# WHAT TO PRODUCE
The records that follow are to be repeated exactly, in full.

——

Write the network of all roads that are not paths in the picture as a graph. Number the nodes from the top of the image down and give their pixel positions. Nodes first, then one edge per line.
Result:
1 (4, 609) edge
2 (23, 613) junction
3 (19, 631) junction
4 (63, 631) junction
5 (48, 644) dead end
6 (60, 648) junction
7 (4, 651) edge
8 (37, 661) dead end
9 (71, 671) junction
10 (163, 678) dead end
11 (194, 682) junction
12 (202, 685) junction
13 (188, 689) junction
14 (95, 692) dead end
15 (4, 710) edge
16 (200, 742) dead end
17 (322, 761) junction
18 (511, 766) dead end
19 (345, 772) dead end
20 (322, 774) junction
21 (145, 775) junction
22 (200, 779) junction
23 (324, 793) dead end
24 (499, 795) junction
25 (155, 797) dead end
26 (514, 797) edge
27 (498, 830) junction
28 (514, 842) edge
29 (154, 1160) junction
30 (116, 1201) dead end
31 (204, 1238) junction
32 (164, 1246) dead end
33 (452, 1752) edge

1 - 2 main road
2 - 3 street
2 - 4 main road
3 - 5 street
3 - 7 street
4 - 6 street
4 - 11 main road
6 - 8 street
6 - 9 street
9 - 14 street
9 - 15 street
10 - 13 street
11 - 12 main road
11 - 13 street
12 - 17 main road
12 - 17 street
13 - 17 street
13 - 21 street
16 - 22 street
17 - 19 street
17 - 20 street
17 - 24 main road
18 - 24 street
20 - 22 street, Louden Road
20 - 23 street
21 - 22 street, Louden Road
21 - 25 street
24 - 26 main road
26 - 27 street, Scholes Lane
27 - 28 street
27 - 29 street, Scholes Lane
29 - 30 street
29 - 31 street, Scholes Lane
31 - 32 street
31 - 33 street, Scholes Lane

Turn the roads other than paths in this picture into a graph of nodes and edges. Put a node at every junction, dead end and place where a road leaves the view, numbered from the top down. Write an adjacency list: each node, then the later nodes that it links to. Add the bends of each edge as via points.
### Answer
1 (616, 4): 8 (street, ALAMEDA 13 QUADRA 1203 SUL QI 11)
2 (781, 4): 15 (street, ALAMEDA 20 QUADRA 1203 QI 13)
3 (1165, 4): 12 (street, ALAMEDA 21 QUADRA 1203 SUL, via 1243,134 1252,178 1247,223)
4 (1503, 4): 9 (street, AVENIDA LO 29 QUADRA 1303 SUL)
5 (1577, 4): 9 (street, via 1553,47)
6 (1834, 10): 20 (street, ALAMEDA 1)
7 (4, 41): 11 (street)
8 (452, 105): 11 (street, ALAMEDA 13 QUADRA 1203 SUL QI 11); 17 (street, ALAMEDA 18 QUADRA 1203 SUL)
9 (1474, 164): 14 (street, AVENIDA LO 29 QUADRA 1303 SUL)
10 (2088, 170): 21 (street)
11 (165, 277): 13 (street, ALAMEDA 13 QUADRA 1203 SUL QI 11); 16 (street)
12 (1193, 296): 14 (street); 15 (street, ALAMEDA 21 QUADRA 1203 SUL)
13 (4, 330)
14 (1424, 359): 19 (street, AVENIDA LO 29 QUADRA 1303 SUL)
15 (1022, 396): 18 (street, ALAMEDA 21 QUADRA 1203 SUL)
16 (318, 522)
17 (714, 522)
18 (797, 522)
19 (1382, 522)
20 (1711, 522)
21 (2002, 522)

——

# RESULT FOR THIS EXERCISE
Write the network of all roads that are not paths in the picture as a graph. Number the nodes from the top of the image down and give their pixel positions. Nodes first, then one edge per line.
Result:
1 (4, 609) edge
2 (23, 613) junction
3 (19, 631) junction
4 (63, 631) junction
5 (48, 644) dead end
6 (60, 648) junction
7 (4, 651) edge
8 (37, 661) dead end
9 (71, 671) junction
10 (163, 678) dead end
11 (194, 682) junction
12 (202, 685) junction
13 (188, 689) junction
14 (95, 692) dead end
15 (4, 710) edge
16 (200, 742) dead end
17 (322, 761) junction
18 (511, 766) dead end
19 (345, 772) dead end
20 (322, 774) junction
21 (145, 775) junction
22 (200, 779) junction
23 (324, 793) dead end
24 (499, 795) junction
25 (155, 797) dead end
26 (514, 797) edge
27 (498, 830) junction
28 (514, 842) edge
29 (154, 1160) junction
30 (116, 1201) dead end
31 (204, 1238) junction
32 (164, 1246) dead end
33 (452, 1752) edge

1 - 2 main road
2 - 3 street
2 - 4 main road
3 - 5 street
3 - 7 street
4 - 6 street
4 - 11 main road
6 - 8 street
6 - 9 street
9 - 14 street
9 - 15 street
10 - 13 street
11 - 12 main road
11 - 13 street
12 - 17 main road
12 - 17 street
13 - 17 street
13 - 21 street
16 - 22 street
17 - 19 street
17 - 20 street
17 - 24 main road
18 - 24 street
20 - 22 street, Louden Road
20 - 23 street
21 - 22 street, Louden Road
21 - 25 street
24 - 26 main road
26 - 27 street, Scholes Lane
27 - 28 street
27 - 29 street, Scholes Lane
29 - 30 street
29 - 31 street, Scholes Lane
31 - 32 street
31 - 33 street, Scholes Lane

Turn the roads other than paths in this picture into a graph of nodes and edges. Put a node at every junction, dead end and place where a road leaves the view, numbered from the top down. Write an adjacency list: each node, then the later nodes that it links to. Add the bends of each edge as via points.
### Answer
1 (616, 4): 8 (street, ALAMEDA 13 QUADRA 1203 SUL QI 11)
2 (781, 4): 15 (street, ALAMEDA 20 QUADRA 1203 QI 13)
3 (1165, 4): 12 (street, ALAMEDA 21 QUADRA 1203 SUL, via 1243,134 1252,178 1247,223)
4 (1503, 4): 9 (street, AVENIDA LO 29 QUADRA 1303 SUL)
5 (1577, 4): 9 (street, via 1553,47)
6 (1834, 10): 20 (street, ALAMEDA 1)
7 (4, 41): 11 (street)
8 (452, 105): 11 (street, ALAMEDA 13 QUADRA 1203 SUL QI 11); 17 (street, ALAMEDA 18 QUADRA 1203 SUL)
9 (1474, 164): 14 (street, AVENIDA LO 29 QUADRA 1303 SUL)
10 (2088, 170): 21 (street)
11 (165, 277): 13 (street, ALAMEDA 13 QUADRA 1203 SUL QI 11); 16 (street)
12 (1193, 296): 14 (street); 15 (street, ALAMEDA 21 QUADRA 1203 SUL)
13 (4, 330)
14 (1424, 359): 19 (street, AVENIDA LO 29 QUADRA 1303 SUL)
15 (1022, 396): 18 (street, ALAMEDA 21 QUADRA 1203 SUL)
16 (318, 522)
17 (714, 522)
18 (797, 522)
19 (1382, 522)
20 (1711, 522)
21 (2002, 522)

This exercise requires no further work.